Austin Bingham wrote:
Like many other posters, I'm excited to see this work being done. Not to be shown up by Zach, I also have a few questions about the library.
First, it's not entirely clear to me whether arithmetic operations between series with different non-integer discretizations is allowed. From the documentation:
Arithmetic operations between series is only defined when the series have the same discretization. When the discretization is a plain integer, the discretizations are checked for compatibility at runtime.
If I'm reading this correctly, arithmetic between unequal non-integer series is undefined but not checked at runtime. If so, why isn't it checked?

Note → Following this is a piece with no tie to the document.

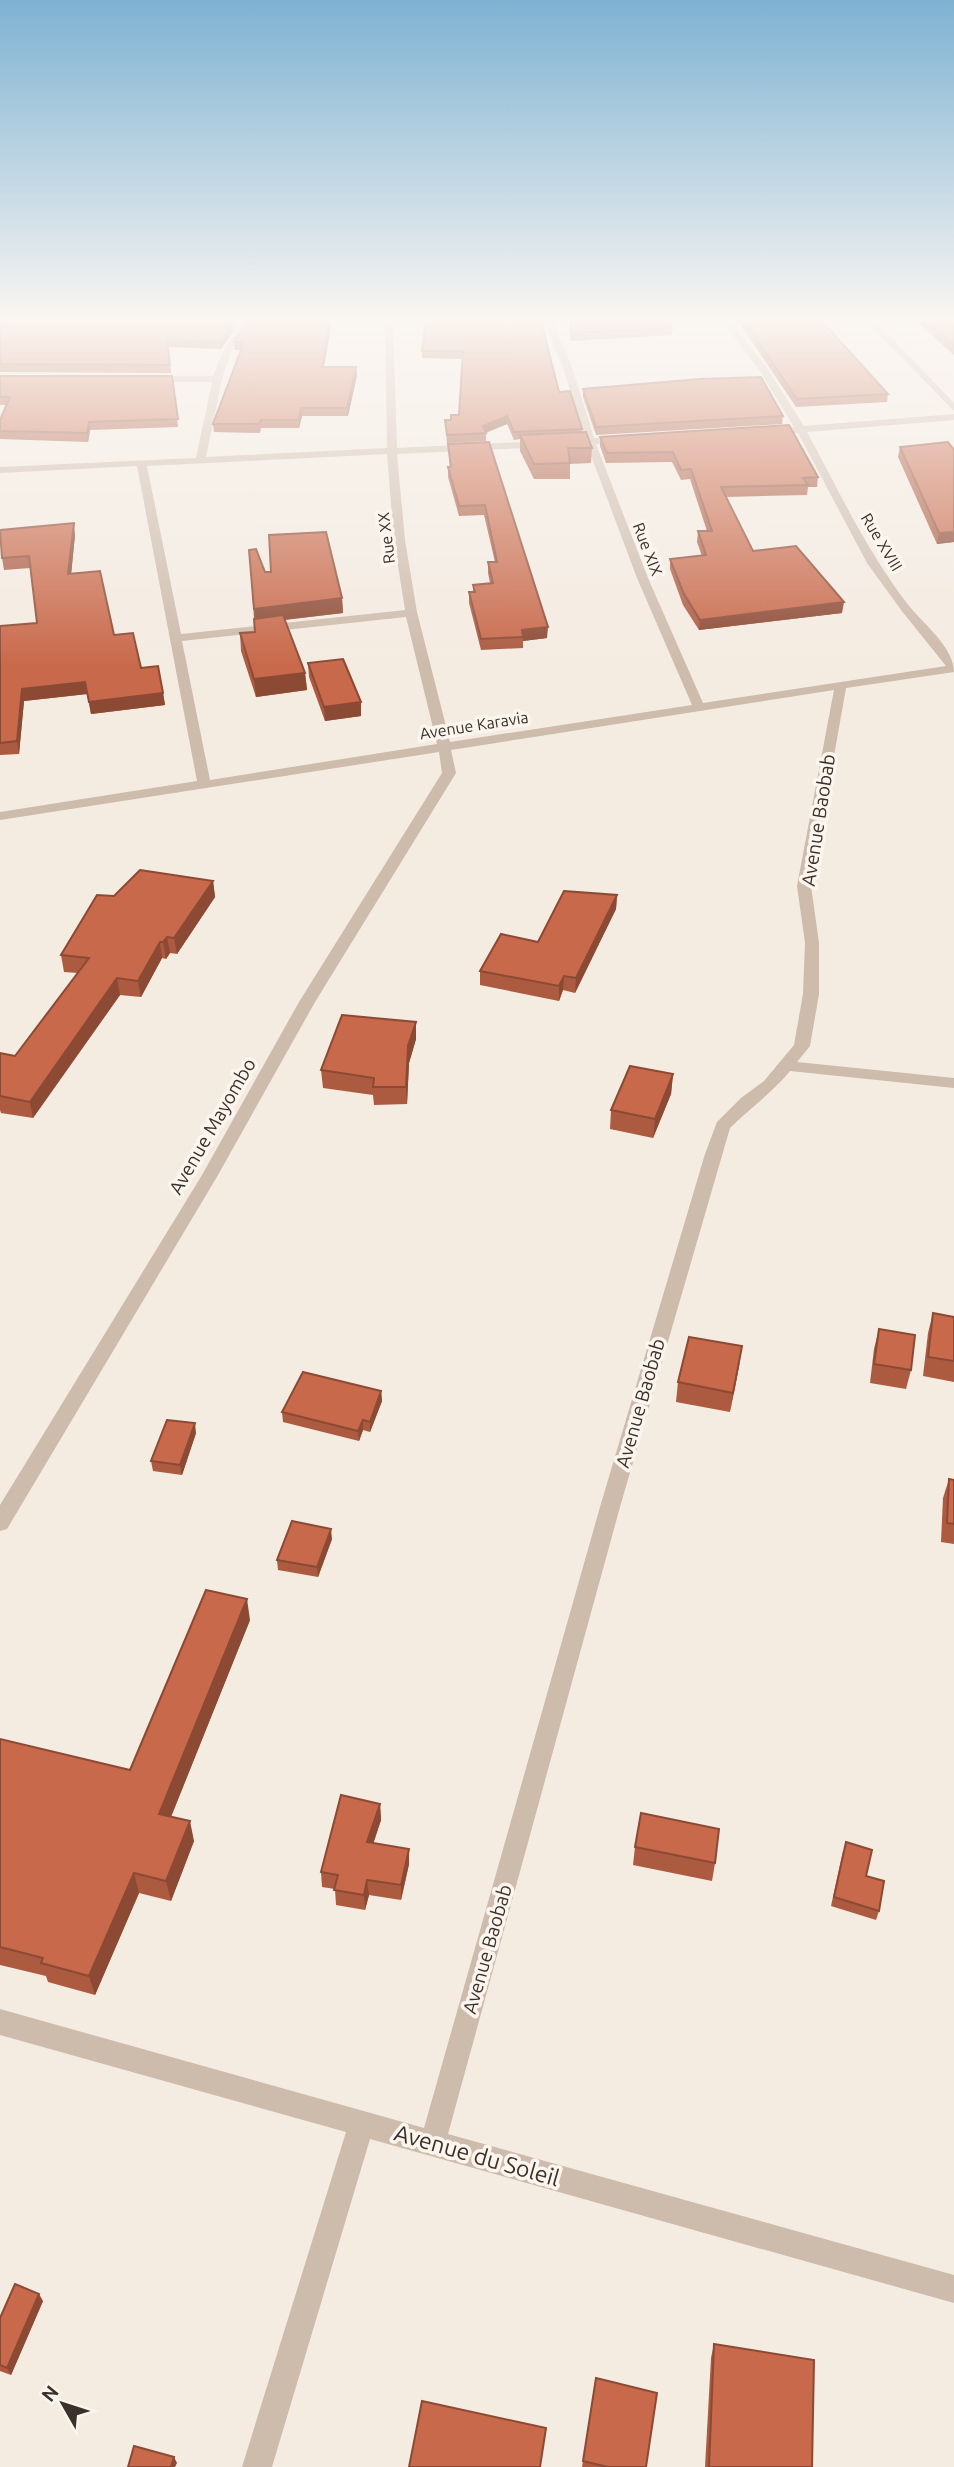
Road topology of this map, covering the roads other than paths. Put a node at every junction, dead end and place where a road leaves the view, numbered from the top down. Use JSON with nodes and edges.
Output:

It is checked. That's a doc bug. It should read, "When the discretization is not a compile-time constant, the discretizations are checked for compatibility at runtime."
Along those lines, I can envision a situation where I *would* want to do the kind of arithmetic described above. In some applications, the notions of time and range are effectively interchangeable. If I have two "time series", one discretized on range and one on time but both representing the same physical space, I might reasonably expect to be able to add them together. I realize I'm stretching a bit here, but I want to get your sense of how things like this might be dealt with in this library.
I'm afraid I don't follow. What do you mean by a time series "discretized on range"?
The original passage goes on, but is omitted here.